The Student Loan Servicing Alliance, a trade group representing companies who collect education debt payments, sued the District on Tuesday over its requirement that servicers disclose information about their activities and obtain a license to operate within its borders.

“This law hurts borrowers more than it helps,” said Winfield P. Crigler, executive director of the alliance. “Adding state requirements that differ from one another on top of already stringent federal guidelines violates federal preemption and creates additional unnecessary layers of complexity.”

The District, California, Connecticut and Illinois have used licensing to bring federal student loan servicers under their regulatory purview. Their local agencies have the authority to monitor loan servicers’ compliance with federal laws, investigate their behavior and refer cases to the state attorney general.

Each has established a borrower’s bill of rights with minimum standards for timely payment processing, correction of errors and communication. The measures require companies to produce periodic information on their business activities that could be used to identify breakdowns in servicing. More than 15 states have servicing regulations in place or under consideration.

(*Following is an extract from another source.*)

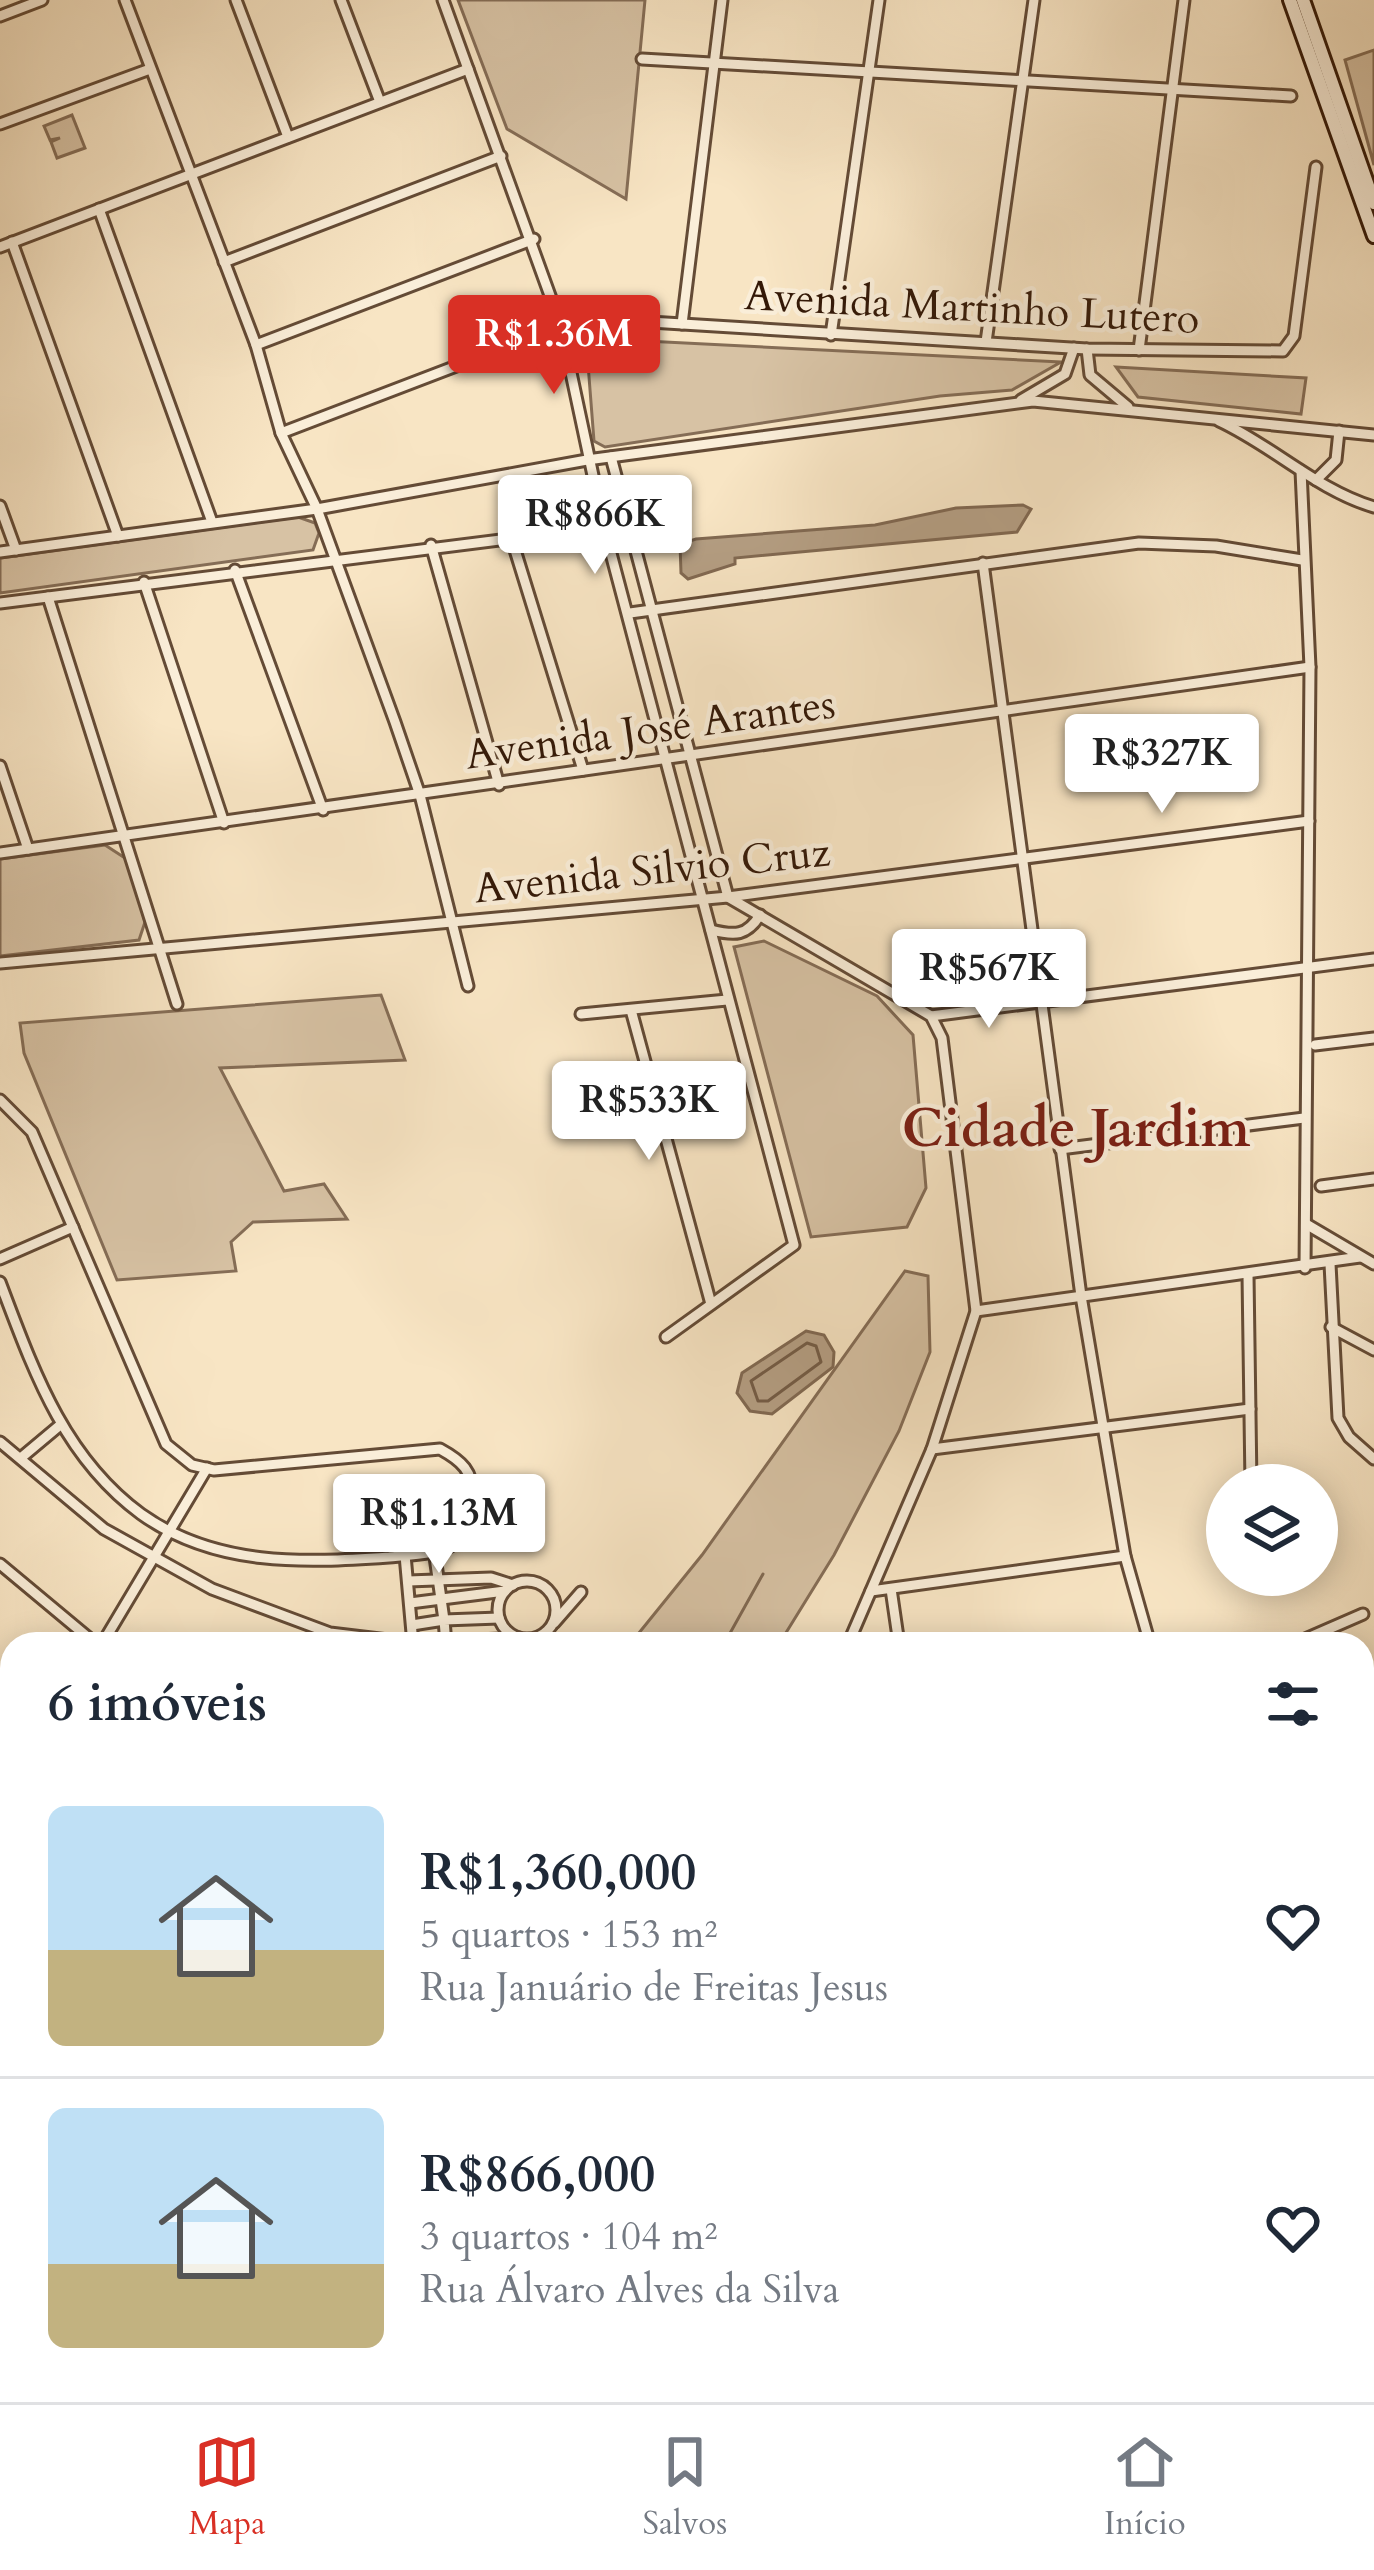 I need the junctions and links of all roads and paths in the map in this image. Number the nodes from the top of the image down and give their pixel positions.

The Student Loan Servicing Alliance argues that the District’s licensing requirements are among the strictest and its broad disclosure requirements are onerous. The group said it might take similar legal action against some states, but decided to focus on the District first because its courts are experienced with cases involving federal interests. The complaint accuses the District of violating a provision of the federal Higher Education Act that says loans authorized by the federal government are not subject to any disclosure requirements under state law.

“This lawsuit is about preserving uniform federal guidelines to ensure borrowers know what to expect from their servicer regardless of where they live,” Crigler said.

The District attorney general’s office declined to comment on the case, but said it will review the complaint and respond in court. The D.C. Department of Insurance, Securities and Banking, which houses the city’s student loan regulator, said the office does not comment on pending litigation, but defended the law at the heart of the case.

“The Student Loan Ombudsman Establishment and Servicing Regulation Act of 2016 is a valuable consumer protection law that serves District residents and defends District of Columbia values,” D.C. insurance commissioner Stephen Taylor said, in a statement to The Washington Post. “DISB is focused on serving District residents as student loan debt continues to be a burden that individuals and families face as they build their own pathway to the middle class.”

Servicing organizations have said the patchwork of state laws creates more complexity and confusion in an already unwieldy student loan program. If anything, they say states should be advocating for simplifying repayment plans and for more counseling before students borrow, which could ameliorate many of the problems that servicers are being blamed for. Ultimately, servicers say federal loans are a federal, not state, concern.

“Remember that the money owed on federal student loan promissory notes is almost half of the financial assets held by the federal government. It makes perfect sense that the federal government —not individual states — should control who services these assets and how they do it,” said Chris Murray, an attorney for the alliance of loan servicers who is with the law firm Brownstein Hyatt Farber Schreck. “It helps consumers avoid confusion to have one set or rules as opposed to 50.”

State authorities argue that if the federal government were doing a better job of overseeing its contractors, states would not be forced to intervene. Many point to the thousands of complaints collected by the Consumer Financial Protection Bureau about servicers misplacing paperwork, providing inconsistent information or charging unexpected fees. The bureau has accused some of these companies of driving borrowers into default with sloppy collection and application of payments.

Advocacy groups say the U.S. Department of Education has done nothing to curb careless servicing; instead, they say, the agency has stood firmly behind its contractors at the expense of borrowers.

Tuesday’s lawsuit follows guidance issued by the Education Department saying its oversight of servicers managing $1.3 trillion in student loans preempts state efforts to regulate those companies. The department argues that state regulation “impedes uniquely federal interests” and “undermines uniform administration of the program.”

State authorities, including California Attorney General Xavier Becerra (D), brushed off the Education Department guidance as having no legal basis under federal law. He and other state prosecutors said they are prepared to defend their position in court, a pledge the loan servicer alliance may put to the test given that the group is prepared to file additional lawsuits.

The department’s guidance has sparked protests from Democratic and Republican governors who have urged the agency to reconsider its position and collaborate with states to protect students. The issue of federal preemption emerged during a House appropriations hearing Tuesday in a heated exchange between Education Secretary Betsy DeVos and Rep. Rosa DeLauro (D-Conn.), whose home state enacted the first servicing regulations.

“Despite your statements about supporting states rights, your office issued a declaration to preempt state regulations,” DeLauro said to DeVos. “You have the [National Governors Association] saying no to what you want to do. You have a bipartisan list of attorneys general from Montana, Texas, Tennessee . . . saying no because they’re watching what’s happening in their states. Why aren’t you listening? Do you believe that states have the right to guarantee consumer protection for their citizens?”

DeVos sidestepped a direct answer to the congresswoman’s questions, but said, “Federal student loans is a federal program that has appropriate federal oversight. . . . What we are doing is ensuring students continue to be protected through the federal program that Congress created.”

“Why does no one believe in what you are doing?” DeLauro questioned. “People who are legally in charge of their states, governors who are in charge of their states say no because they are tracking this industry, which is hurting the borrowers. . . . Who do you believe this serves? Does it serve the borrowers or the servicers?”